In the wake of a recent crime spike, the Los Angeles County Metropolitan Transportation Authority voted to increase funding by $36 million.
According to a report in Fox News, the move will increase funding from $645,675,758 to $681,675,758, which is $75 million less than the originally proposed amount of $111 million that was amended by the MTA board. The deal establishes contracts with the LAPD, the LA County Sheriff’s Department and the Long Beach Police Department.
It’s clear that law enforcement and city officials are trying to strike a balance between the push for defunding the police and managing increases in crime.

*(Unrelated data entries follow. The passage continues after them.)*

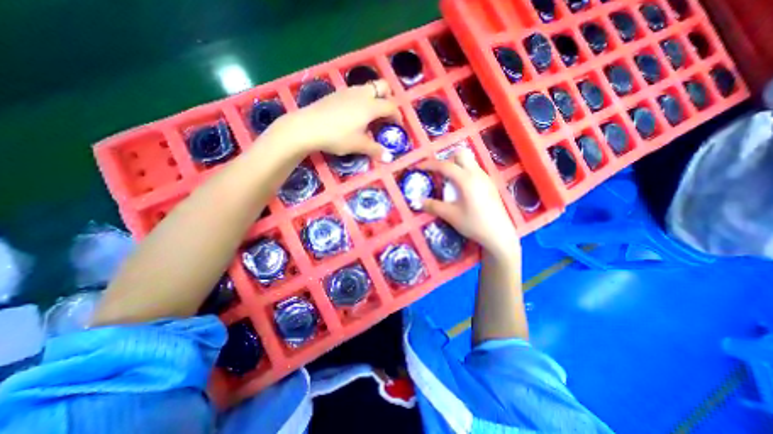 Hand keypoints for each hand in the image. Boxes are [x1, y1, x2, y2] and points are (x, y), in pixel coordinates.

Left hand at [267, 79, 398, 158]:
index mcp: (370, 106)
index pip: (391, 106)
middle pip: (382, 87)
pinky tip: (354, 115)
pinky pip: (356, 92)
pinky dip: (362, 100)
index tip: (398, 126)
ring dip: (374, 99)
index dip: (398, 116)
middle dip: (389, 98)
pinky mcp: (337, 94)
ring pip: (368, 88)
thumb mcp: (358, 145)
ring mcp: (348, 91)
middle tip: (386, 115)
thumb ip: (375, 150)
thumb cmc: (337, 136)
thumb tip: (388, 158)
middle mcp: (362, 94)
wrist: (307, 127)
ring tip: (370, 117)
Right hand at [421, 148, 520, 259]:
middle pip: (461, 155)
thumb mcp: (450, 216)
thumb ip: (433, 206)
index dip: (429, 164)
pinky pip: (474, 170)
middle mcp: (477, 174)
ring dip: (456, 166)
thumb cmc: (474, 224)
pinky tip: (462, 189)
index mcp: (466, 180)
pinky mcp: (490, 184)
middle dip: (446, 160)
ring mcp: (486, 178)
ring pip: (469, 161)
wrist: (499, 235)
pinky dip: (464, 172)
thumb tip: (417, 201)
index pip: (445, 165)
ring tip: (449, 182)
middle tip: (439, 174)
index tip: (419, 167)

“Our hope is that the public and the board understand that we’re trying as a staff to get to a good balance here in terms of policing on our system, trying to get to a happy medium here understanding both perspectives,” LA Metro CEO Phillip Washington said before the vote.
After the nationwide Black Lives Matter protests calling to defund the police, LA city officials voted to cut $150 million from the LAPD’s nearly $2 billion dollar budget, reducing the number of LAPD’s officers by nearly 200.

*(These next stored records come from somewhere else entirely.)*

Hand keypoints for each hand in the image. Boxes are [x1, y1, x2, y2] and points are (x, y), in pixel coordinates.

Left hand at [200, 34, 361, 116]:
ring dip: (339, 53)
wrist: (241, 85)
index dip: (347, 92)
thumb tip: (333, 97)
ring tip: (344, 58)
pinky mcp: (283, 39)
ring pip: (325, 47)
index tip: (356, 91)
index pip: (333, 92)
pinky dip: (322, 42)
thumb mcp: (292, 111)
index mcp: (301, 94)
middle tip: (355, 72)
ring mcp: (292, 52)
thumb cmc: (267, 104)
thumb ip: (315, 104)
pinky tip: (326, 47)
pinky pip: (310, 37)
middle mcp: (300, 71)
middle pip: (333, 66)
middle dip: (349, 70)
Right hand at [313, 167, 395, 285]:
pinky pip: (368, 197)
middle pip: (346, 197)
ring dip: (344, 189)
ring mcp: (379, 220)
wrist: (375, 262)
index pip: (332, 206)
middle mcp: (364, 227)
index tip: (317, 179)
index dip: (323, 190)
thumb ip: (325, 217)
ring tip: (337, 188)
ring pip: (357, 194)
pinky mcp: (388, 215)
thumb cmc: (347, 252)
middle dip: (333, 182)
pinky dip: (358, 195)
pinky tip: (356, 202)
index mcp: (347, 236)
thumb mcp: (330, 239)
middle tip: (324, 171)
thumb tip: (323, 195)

LA County Metro’s decision to push back on this by increasing funding is a response to an increase in city-wide crime.
Los Angeles has seen a 34% increase in homicides over the same time last year according to nonprofit news outlet Crosstown. The violent trend seems to be a carry-over from 2020, which saw a 36% increase in homicides compared to 2019.
In keeping with the “reallocation” narrative, Mayor Eric Garcetti amended the motion to instruct the CEO of LA County Metro to include a $40 million dollar increase in their 2022-fiscal year budget for investments into alternatives to policing, such as transit ambassadors, elevator attendants, and a dispatch system to respond to homeless outreach workers and mental health specialists.
Activists, including the Labor Community/Strategy Center and Bus Riders Union opposed the partial increase altogether, rejecting all increases in funding to law enforcement, and demanding a free transit system as well as an elimination of half of the police budget. They also asked for an end to ticketing people for evading fares, according to CBS LA.
In addition, the Alliance for Community Transit Los Angeles (ACT-LA) released a report calling for Metro to end its law enforcement contracts. The report, which Garcetti deemed “very impressive,” proposes that Metro create community-based systems of safety that prioritize vulnerable community members and overall “public health.”